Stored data

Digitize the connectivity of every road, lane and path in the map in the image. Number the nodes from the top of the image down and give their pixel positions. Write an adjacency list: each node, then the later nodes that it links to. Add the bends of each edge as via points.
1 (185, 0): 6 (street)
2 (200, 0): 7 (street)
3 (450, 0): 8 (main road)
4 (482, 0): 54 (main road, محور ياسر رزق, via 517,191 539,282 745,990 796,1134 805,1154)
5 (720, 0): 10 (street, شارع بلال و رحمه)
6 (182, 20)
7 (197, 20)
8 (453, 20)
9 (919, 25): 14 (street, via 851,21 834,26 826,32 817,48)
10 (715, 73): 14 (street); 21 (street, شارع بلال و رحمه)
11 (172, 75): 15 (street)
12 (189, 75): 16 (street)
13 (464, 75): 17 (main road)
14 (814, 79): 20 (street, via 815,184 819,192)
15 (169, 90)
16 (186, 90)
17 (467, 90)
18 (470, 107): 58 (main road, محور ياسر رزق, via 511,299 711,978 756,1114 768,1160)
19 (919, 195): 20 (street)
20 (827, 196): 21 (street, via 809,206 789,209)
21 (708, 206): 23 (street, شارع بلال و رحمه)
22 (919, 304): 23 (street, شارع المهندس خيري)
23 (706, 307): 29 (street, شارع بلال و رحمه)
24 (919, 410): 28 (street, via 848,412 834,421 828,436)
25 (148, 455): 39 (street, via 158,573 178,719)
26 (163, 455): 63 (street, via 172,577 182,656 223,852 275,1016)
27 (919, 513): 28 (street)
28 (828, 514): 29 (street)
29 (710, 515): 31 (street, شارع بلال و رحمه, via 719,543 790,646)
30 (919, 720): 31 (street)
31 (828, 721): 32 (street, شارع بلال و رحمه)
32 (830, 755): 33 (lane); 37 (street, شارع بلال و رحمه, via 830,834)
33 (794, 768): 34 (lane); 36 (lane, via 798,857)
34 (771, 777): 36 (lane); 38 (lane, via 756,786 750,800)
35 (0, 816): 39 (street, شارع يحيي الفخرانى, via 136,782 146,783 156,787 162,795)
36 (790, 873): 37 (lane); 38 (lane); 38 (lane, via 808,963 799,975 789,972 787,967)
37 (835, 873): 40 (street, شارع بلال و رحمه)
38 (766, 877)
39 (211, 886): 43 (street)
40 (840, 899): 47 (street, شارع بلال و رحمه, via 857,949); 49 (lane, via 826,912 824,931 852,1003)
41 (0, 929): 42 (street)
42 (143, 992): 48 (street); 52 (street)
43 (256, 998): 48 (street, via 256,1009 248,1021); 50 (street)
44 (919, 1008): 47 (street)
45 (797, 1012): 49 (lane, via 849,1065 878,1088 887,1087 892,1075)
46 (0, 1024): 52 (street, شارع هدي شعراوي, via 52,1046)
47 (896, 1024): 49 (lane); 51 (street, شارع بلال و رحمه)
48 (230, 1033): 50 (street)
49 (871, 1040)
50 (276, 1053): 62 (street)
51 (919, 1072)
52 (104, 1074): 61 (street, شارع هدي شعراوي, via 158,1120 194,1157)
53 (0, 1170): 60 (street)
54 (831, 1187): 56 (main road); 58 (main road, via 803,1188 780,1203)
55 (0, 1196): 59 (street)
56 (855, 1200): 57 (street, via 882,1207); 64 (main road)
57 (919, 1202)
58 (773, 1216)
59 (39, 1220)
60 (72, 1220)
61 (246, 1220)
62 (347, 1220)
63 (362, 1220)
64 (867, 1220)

§ **Problem to work on**
How many lines in the entries include "road"? Only the number is wanted.

§ **Worked solution**
7